The words hung between us, a sobering reminder of all that lay at stake. Only the drone of the overhead lights broke the silence, amplifying the stillness. I’d seen the librarian when I walked inside the dimly lit building, but not since I’d sat down twenty minutes before.
I wanted to look away, to tear my eyes from Chase’s and glance toward the shelves of books and clusters of empty tables, but I could no more have moved than I could shove away the awful image of a parent receiving their child’s shoes in the mail.
“That’s so messed up,” I whispered. “Who would do that?”
His mouth flattened into a hard line. “Like you said—someone seriously messed up.”
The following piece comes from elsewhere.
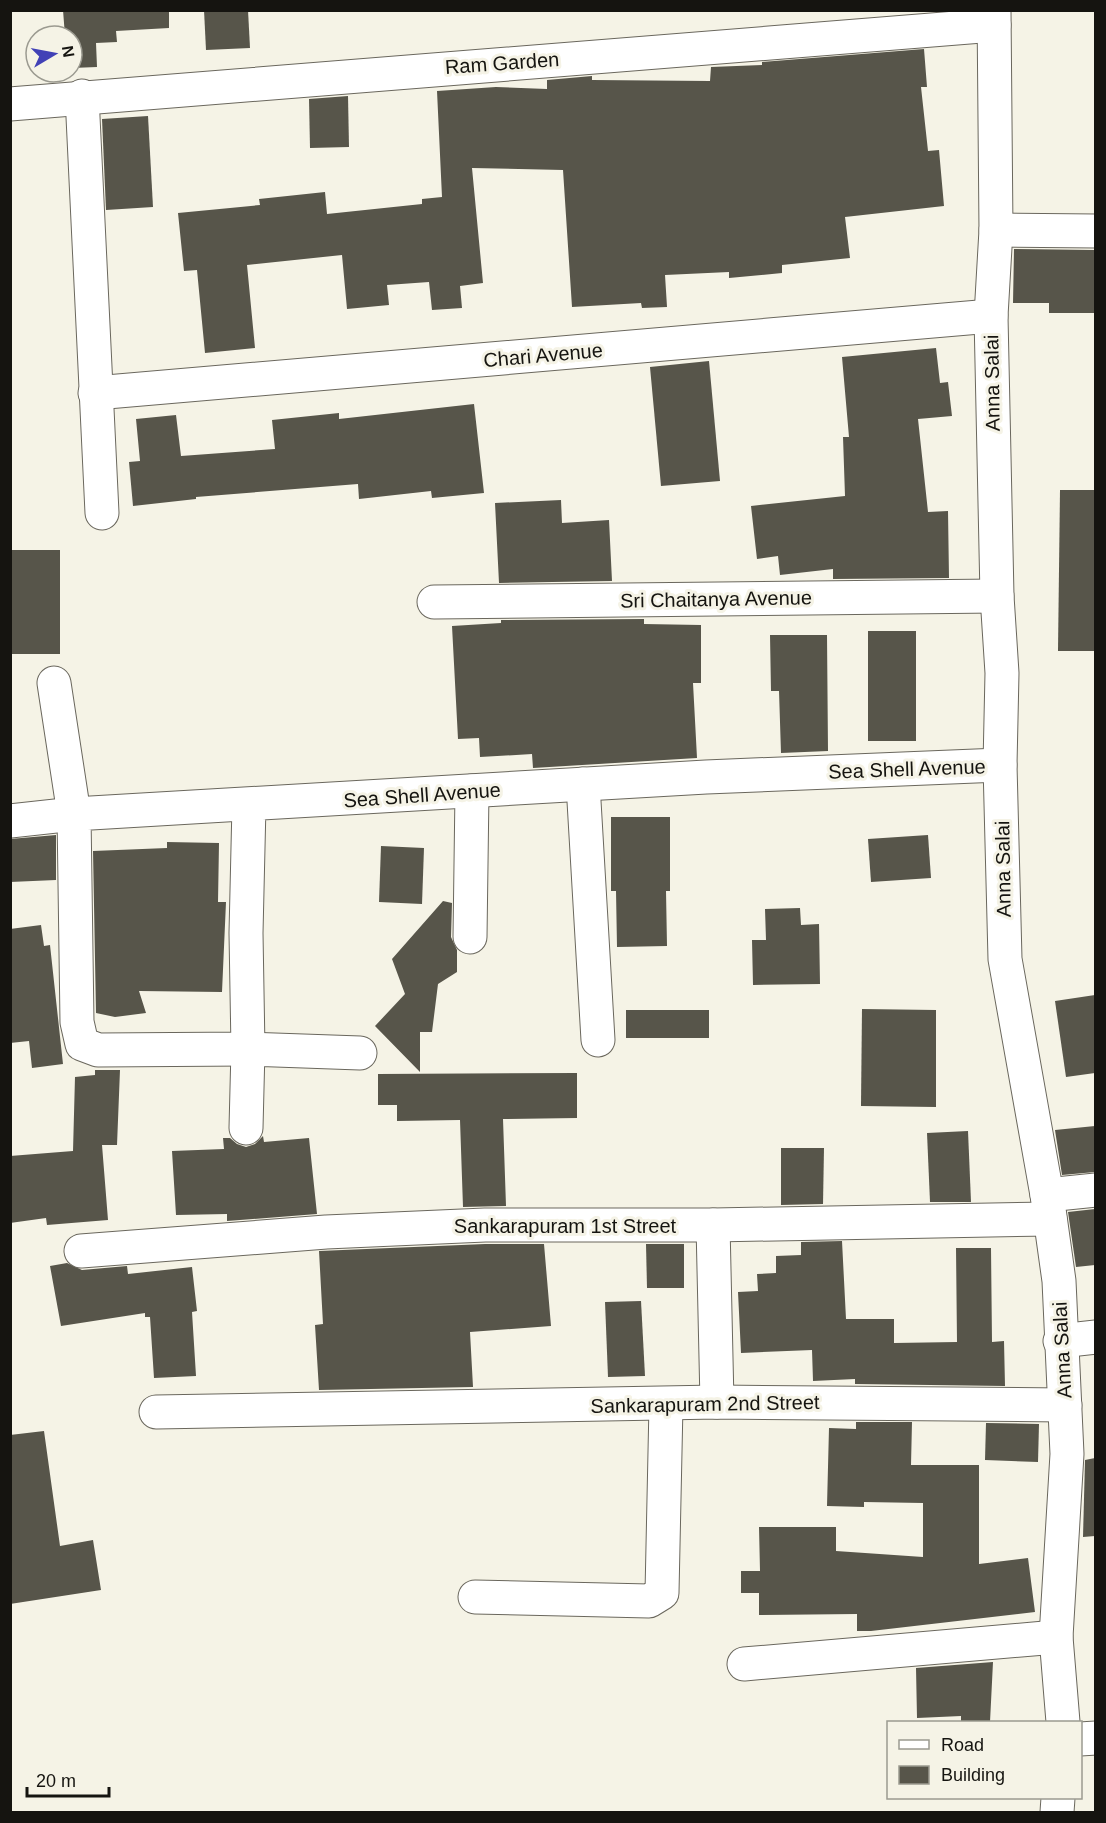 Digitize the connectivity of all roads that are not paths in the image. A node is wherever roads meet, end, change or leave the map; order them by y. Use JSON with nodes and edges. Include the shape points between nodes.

The thought made my stomach twist.
“Psychopaths don’t feel what we feel,” he said, glancing beyond me, to the newspaper article on the screen of my laptop. “When my mom worked for the D.A., there was this case…” For a second, he seemed to go somewhere else. “It messed her up for a long time,” he said. “For sickos like them it’s all about the challenge. The game.”
I cringed, hating that he was right. The box with the shoes had been the last either set of parents had heard or seen of their daughters.